Sunday, August 21, 2011

A day of self-esteem explosion

Today passed by in a swirl.

First I woke up with the conscious thought of the toastmaster's competition. Then, leaving Johnny first thing in the morning was something I've always been reluctant to do. My sole physical presence there will somehow give him as sense of security and makes me feel better inside. A feeling of assurance that I have done something for him, no matter how trivial it might seem.

To be perfectly honest, foreseeing that I may end up being stuck at SIM for the entire day does not help at all. It dampened my mood on a otherwise perfect SUNDAY morning.

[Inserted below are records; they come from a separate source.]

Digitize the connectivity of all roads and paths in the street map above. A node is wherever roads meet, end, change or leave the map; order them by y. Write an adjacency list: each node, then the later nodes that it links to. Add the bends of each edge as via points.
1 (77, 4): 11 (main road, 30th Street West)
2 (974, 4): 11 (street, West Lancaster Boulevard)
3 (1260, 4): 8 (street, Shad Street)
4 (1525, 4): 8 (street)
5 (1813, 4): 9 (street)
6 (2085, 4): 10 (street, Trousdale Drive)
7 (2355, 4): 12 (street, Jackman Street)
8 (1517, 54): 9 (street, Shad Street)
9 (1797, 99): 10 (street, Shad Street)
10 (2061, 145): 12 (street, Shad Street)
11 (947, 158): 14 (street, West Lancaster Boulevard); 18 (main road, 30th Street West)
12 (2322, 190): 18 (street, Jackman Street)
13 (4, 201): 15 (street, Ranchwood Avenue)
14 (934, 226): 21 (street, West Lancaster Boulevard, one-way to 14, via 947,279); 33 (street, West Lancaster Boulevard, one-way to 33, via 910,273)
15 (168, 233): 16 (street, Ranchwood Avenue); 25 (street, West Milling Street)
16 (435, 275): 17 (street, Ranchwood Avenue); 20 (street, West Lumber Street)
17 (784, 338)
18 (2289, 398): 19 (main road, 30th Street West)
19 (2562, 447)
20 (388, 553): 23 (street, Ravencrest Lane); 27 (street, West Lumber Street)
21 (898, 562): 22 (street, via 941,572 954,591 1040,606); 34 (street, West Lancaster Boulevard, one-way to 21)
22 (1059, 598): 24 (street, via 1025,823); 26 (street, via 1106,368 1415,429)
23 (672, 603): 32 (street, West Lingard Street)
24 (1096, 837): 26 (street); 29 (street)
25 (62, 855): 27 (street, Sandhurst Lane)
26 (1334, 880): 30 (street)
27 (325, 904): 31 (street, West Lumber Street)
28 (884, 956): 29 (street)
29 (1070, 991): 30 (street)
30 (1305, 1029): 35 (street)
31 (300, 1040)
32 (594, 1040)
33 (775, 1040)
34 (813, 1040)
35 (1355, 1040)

Everything turned out to be the way I've imagined them to be. Except for one thing. I didn't expect that so few contestants (6 in total) would make it through semi-final, and intriguingly, I was one of them. The sheer joy of having your name read out loud as a finalist in front of a room packed with audience is really really, well, ENJOYABLE. Such intense feeling that still lingers in my heart as I type these words.

After all that I've been through, everything turned out to be worthwhile. The hours I've put in and the numerous times that I recited my script. Everything.

I guess as long as you fight hard, everything is worth hoping for.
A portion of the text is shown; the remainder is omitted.